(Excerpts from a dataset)

-=-=-

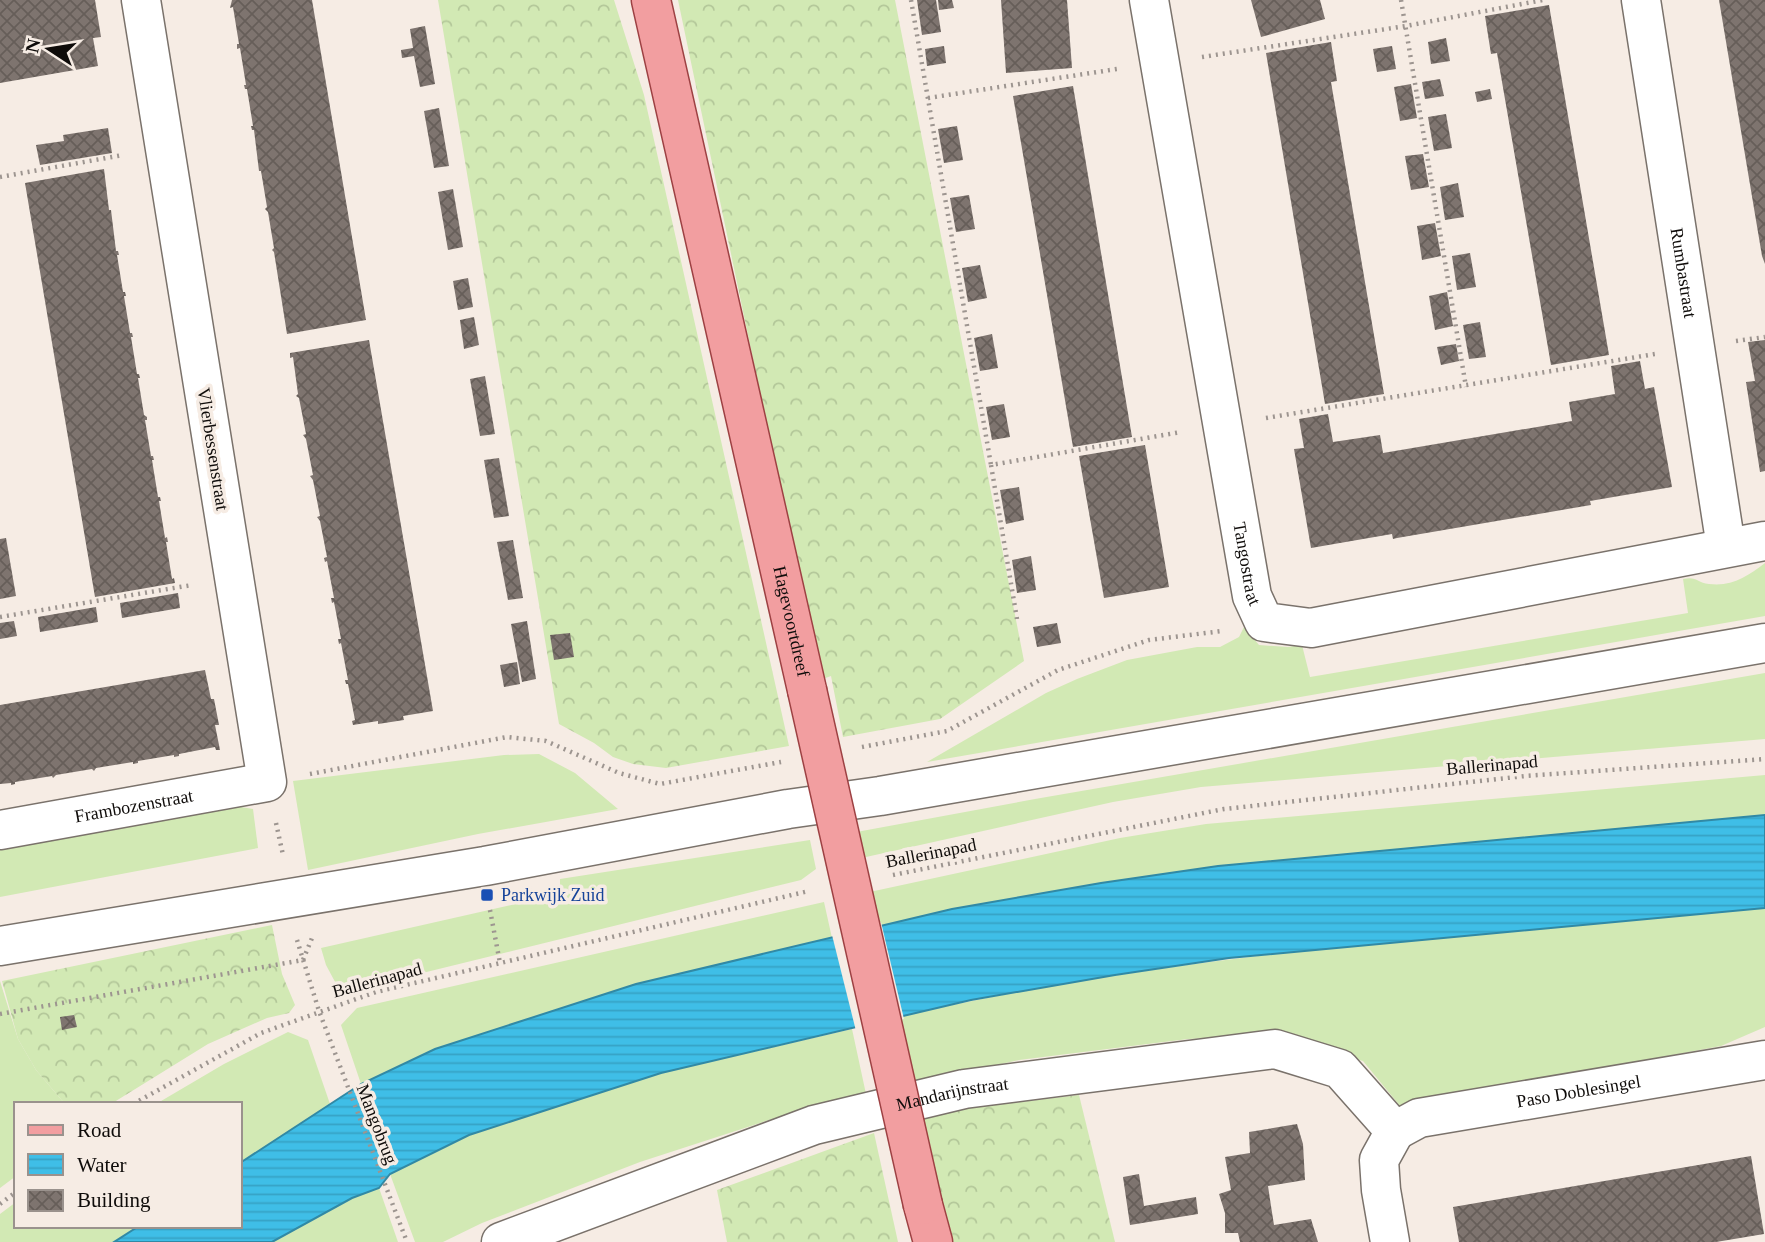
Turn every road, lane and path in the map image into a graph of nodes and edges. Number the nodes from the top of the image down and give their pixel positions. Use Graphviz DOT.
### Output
graph roads {
  1 [pos="141,0"];
  2 [pos="651,0"];
  3 [pos="911,0"];
  4 [pos="1149,0"];
  5 [pos="1401,0"];
  6 [pos="1543,0"];
  7 [pos="1641,0"];
  8 [pos="1406,26"];
  9 [pos="1161,63"];
  10 [pos="928,98"];
  11 [pos="165,148"];
  12 [pos="0,177"];
  13 [pos="1765,337"];
  14 [pos="1695,348"];
  15 [pos="1466,387"];
  16 [pos="1222,425"];
  17 [pos="991,465"];
  18 [pos="1765,541"];
  19 [pos="1726,547"];
  20 [pos="234,578"];
  21 [pos="0,617"];
  22 [pos="1017,619"];
  23 [pos="1765,643"];
  24 [pos="1765,759"];
  25 [pos="267,782"];
  26 [pos="0,830"];
  27 [pos="893,875"];
  28 [pos="811,891"];
  29 [pos="290,898"];
  30 [pos="490,909"];
  31 [pos="316,927"];
  32 [pos="0,946"];
  33 [pos="303,961"];
  34 [pos="500,964"];
  35 [pos="319,1011"];
  36 [pos="0,1014"];
  37 [pos="1765,1060"];
  38 [pos="137,1102"];
  39 [pos="1395,1132"];
  40 [pos="407,1242"];
  41 [pos="501,1242"];
  42 [pos="933,1242"];
  43 [pos="1390,1242"];
  1 -- 11 [label="street, Vlierbessenstraat"];
  2 -- 42 [label="main road, Hagevoortdreef, bridge"];
  3 -- 10 [label="path"];
  4 -- 9 [label="street, Tangostraat"];
  5 -- 8 [label="path"];
  6 -- 8 [label="path"];
  7 -- 14 [label="street, Rumbastraat"];
  8 -- 9 [label="path"];
  8 -- 15 [label="path"];
  9 -- 10 [label="path"];
  9 -- 16 [label="street, Tangostraat"];
  10 -- 17 [label="path"];
  11 -- 12 [label="path"];
  11 -- 20 [label="street, Vlierbessenstraat"];
  13 -- 14 [label="path"];
  14 -- 15 [label="path"];
  14 -- 19 [label="street, Rumbastraat"];
  15 -- 16 [label="path"];
  16 -- 17 [label="path"];
  16 -- 19 [label="street, Tangostraat"];
  17 -- 22 [label="path"];
  18 -- 19 [label="street, Tangostraat"];
  20 -- 21 [label="path"];
  20 -- 25 [label="street, Vlierbessenstraat"];
  23 -- 29 [label="street"];
  24 -- 27 [label="path, Ballerinapad"];
  25 -- 26 [label="street, Frambozenstraat"];
  25 -- 29 [label="path"];
  28 -- 34 [label="path, Ballerinapad"];
  29 -- 32 [label="street"];
  29 -- 33 [label="path, Mangobrug"];
  30 -- 34 [label="path"];
  31 -- 33 [label="path"];
  33 -- 35 [label="path, Mangobrug"];
  33 -- 36 [label="path"];
  34 -- 35 [label="path, Ballerinapad"];
  35 -- 38 [label="path, Ballerinapad"];
  35 -- 40 [label="path, Mangobrug"];
  37 -- 39 [label="street, Paso Doblesingel"];
  39 -- 41 [label="street, Mandarijnstraat"];
  39 -- 43 [label="street"];
}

-=-=-

▶ _Task to carry out_
Your answer must be an exact copy of the records, with every picture left out.

▶ _Answer section_
Turn every road, lane and path in the map image into a graph of nodes and edges. Number the nodes from the top of the image down and give their pixel positions. Use Graphviz DOT.
### Output
graph roads {
  1 [pos="141,0"];
  2 [pos="651,0"];
  3 [pos="911,0"];
  4 [pos="1149,0"];
  5 [pos="1401,0"];
  6 [pos="1543,0"];
  7 [pos="1641,0"];
  8 [pos="1406,26"];
  9 [pos="1161,63"];
  10 [pos="928,98"];
  11 [pos="165,148"];
  12 [pos="0,177"];
  13 [pos="1765,337"];
  14 [pos="1695,348"];
  15 [pos="1466,387"];
  16 [pos="1222,425"];
  17 [pos="991,465"];
  18 [pos="1765,541"];
  19 [pos="1726,547"];
  20 [pos="234,578"];
  21 [pos="0,617"];
  22 [pos="1017,619"];
  23 [pos="1765,643"];
  24 [pos="1765,759"];
  25 [pos="267,782"];
  26 [pos="0,830"];
  27 [pos="893,875"];
  28 [pos="811,891"];
  29 [pos="290,898"];
  30 [pos="490,909"];
  31 [pos="316,927"];
  32 [pos="0,946"];
  33 [pos="303,961"];
  34 [pos="500,964"];
  35 [pos="319,1011"];
  36 [pos="0,1014"];
  37 [pos="1765,1060"];
  38 [pos="137,1102"];
  39 [pos="1395,1132"];
  40 [pos="407,1242"];
  41 [pos="501,1242"];
  42 [pos="933,1242"];
  43 [pos="1390,1242"];
  1 -- 11 [label="street, Vlierbessenstraat"];
  2 -- 42 [label="main road, Hagevoortdreef, bridge"];
  3 -- 10 [label="path"];
  4 -- 9 [label="street, Tangostraat"];
  5 -- 8 [label="path"];
  6 -- 8 [label="path"];
  7 -- 14 [label="street, Rumbastraat"];
  8 -- 9 [label="path"];
  8 -- 15 [label="path"];
  9 -- 10 [label="path"];
  9 -- 16 [label="street, Tangostraat"];
  10 -- 17 [label="path"];
  11 -- 12 [label="path"];
  11 -- 20 [label="street, Vlierbessenstraat"];
  13 -- 14 [label="path"];
  14 -- 15 [label="path"];
  14 -- 19 [label="street, Rumbastraat"];
  15 -- 16 [label="path"];
  16 -- 17 [label="path"];
  16 -- 19 [label="street, Tangostraat"];
  17 -- 22 [label="path"];
  18 -- 19 [label="street, Tangostraat"];
  20 -- 21 [label="path"];
  20 -- 25 [label="street, Vlierbessenstraat"];
  23 -- 29 [label="street"];
  24 -- 27 [label="path, Ballerinapad"];
  25 -- 26 [label="street, Frambozenstraat"];
  25 -- 29 [label="path"];
  28 -- 34 [label="path, Ballerinapad"];
  29 -- 32 [label="street"];
  29 -- 33 [label="path, Mangobrug"];
  30 -- 34 [label="path"];
  31 -- 33 [label="path"];
  33 -- 35 [label="path, Mangobrug"];
  33 -- 36 [label="path"];
  34 -- 35 [label="path, Ballerinapad"];
  35 -- 38 [label="path, Ballerinapad"];
  35 -- 40 [label="path, Mangobrug"];
  37 -- 39 [label="street, Paso Doblesingel"];
  39 -- 41 [label="street, Mandarijnstraat"];
  39 -- 43 [label="street"];
}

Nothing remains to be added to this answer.